Top of RECORDS SUPPLIED

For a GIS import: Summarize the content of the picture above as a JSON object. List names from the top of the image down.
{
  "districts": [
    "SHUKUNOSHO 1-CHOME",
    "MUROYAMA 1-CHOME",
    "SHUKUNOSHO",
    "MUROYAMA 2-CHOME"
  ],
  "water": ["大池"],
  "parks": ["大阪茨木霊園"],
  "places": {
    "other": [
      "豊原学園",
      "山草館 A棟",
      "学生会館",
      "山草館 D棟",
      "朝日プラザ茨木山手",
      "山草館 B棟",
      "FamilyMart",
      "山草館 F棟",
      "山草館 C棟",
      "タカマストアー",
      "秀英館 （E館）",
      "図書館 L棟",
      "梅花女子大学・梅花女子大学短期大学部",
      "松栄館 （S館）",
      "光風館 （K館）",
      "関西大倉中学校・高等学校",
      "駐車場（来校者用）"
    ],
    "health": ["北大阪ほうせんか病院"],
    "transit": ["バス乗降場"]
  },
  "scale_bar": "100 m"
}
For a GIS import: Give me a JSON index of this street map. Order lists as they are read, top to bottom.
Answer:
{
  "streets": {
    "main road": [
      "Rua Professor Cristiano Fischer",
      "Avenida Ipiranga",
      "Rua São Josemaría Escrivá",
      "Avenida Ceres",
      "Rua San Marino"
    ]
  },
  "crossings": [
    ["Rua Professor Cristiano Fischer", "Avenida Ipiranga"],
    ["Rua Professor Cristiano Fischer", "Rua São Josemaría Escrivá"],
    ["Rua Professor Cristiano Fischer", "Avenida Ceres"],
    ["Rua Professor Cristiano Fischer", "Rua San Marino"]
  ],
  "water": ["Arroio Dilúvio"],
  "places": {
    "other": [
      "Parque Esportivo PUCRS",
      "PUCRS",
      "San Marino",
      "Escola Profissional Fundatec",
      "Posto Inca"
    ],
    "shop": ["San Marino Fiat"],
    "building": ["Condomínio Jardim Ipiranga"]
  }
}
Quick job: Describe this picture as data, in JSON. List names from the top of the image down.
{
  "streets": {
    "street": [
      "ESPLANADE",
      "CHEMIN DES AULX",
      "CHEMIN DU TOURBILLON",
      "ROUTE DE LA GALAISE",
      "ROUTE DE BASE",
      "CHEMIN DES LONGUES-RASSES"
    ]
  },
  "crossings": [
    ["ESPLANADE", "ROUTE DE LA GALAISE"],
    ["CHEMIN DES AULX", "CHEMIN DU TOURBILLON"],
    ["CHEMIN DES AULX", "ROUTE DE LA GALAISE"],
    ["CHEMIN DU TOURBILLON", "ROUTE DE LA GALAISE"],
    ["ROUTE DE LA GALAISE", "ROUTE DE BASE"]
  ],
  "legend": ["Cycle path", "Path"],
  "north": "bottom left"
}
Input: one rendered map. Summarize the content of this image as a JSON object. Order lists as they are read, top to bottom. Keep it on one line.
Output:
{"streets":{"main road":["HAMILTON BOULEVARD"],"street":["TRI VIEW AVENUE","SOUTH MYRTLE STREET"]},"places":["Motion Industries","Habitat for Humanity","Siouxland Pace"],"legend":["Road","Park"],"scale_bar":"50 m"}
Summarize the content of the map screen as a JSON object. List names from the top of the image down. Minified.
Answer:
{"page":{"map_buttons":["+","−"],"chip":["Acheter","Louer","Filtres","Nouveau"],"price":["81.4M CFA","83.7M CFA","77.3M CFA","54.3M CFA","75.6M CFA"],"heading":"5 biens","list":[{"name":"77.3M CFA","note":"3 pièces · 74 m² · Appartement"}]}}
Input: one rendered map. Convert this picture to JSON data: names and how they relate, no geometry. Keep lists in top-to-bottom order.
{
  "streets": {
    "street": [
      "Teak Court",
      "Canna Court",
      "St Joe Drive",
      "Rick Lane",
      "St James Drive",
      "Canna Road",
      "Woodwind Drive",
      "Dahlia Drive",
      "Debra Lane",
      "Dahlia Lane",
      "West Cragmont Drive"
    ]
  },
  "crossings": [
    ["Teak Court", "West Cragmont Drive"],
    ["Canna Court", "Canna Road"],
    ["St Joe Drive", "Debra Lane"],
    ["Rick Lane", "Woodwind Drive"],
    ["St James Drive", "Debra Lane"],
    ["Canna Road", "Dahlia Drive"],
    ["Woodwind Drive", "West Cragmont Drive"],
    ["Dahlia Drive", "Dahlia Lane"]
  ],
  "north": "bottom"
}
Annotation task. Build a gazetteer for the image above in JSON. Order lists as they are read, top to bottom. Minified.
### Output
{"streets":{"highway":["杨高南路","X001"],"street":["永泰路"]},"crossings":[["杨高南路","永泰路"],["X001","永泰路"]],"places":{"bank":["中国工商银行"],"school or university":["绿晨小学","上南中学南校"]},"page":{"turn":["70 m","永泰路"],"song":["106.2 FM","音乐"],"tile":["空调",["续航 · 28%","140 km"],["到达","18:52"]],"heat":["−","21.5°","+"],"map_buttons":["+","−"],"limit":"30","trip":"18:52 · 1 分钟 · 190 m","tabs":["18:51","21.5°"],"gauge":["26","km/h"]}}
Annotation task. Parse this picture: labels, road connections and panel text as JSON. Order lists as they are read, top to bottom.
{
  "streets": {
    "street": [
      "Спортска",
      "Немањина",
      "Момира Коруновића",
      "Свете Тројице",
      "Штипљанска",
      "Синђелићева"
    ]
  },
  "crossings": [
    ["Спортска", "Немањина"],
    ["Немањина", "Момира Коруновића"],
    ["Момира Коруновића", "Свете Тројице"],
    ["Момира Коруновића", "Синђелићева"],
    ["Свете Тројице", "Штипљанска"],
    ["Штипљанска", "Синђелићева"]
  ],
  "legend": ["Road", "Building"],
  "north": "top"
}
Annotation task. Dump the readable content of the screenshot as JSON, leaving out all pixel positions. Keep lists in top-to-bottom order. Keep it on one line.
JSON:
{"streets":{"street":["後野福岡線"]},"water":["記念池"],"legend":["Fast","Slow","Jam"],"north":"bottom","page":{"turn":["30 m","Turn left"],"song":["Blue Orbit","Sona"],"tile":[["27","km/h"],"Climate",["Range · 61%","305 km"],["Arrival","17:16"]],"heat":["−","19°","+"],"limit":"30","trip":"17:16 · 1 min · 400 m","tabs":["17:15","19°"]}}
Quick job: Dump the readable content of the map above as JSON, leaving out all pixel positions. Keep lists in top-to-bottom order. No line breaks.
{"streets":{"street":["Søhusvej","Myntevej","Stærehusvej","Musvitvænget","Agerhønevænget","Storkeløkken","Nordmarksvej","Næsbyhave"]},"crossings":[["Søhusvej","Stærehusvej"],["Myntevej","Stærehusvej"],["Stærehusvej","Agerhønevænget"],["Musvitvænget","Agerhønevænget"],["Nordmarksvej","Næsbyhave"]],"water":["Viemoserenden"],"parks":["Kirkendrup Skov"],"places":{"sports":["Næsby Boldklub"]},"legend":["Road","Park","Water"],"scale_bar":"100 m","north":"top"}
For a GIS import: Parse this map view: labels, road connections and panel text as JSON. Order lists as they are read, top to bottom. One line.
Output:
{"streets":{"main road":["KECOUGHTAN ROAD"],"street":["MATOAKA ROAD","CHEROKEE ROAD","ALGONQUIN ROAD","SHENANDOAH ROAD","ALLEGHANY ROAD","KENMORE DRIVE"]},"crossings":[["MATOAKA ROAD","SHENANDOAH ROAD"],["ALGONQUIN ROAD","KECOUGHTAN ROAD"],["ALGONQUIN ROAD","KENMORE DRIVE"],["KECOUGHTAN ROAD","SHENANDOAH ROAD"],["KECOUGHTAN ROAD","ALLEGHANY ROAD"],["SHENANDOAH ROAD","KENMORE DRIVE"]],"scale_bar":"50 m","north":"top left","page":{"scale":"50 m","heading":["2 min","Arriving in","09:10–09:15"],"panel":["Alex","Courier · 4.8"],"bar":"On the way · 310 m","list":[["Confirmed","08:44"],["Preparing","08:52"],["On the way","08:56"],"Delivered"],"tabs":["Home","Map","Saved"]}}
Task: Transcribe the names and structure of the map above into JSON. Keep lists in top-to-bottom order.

Bottom of RECORDS SUPPLIED

Which lines hold the string "Minified"? Copy all of them from the data above.

Summarize the content of the map screen as a JSON object. List names from the top of the image down. Minified.
Annotation task. Build a gazetteer for the image above in JSON. Order lists as they are read, top to bottom. Minified.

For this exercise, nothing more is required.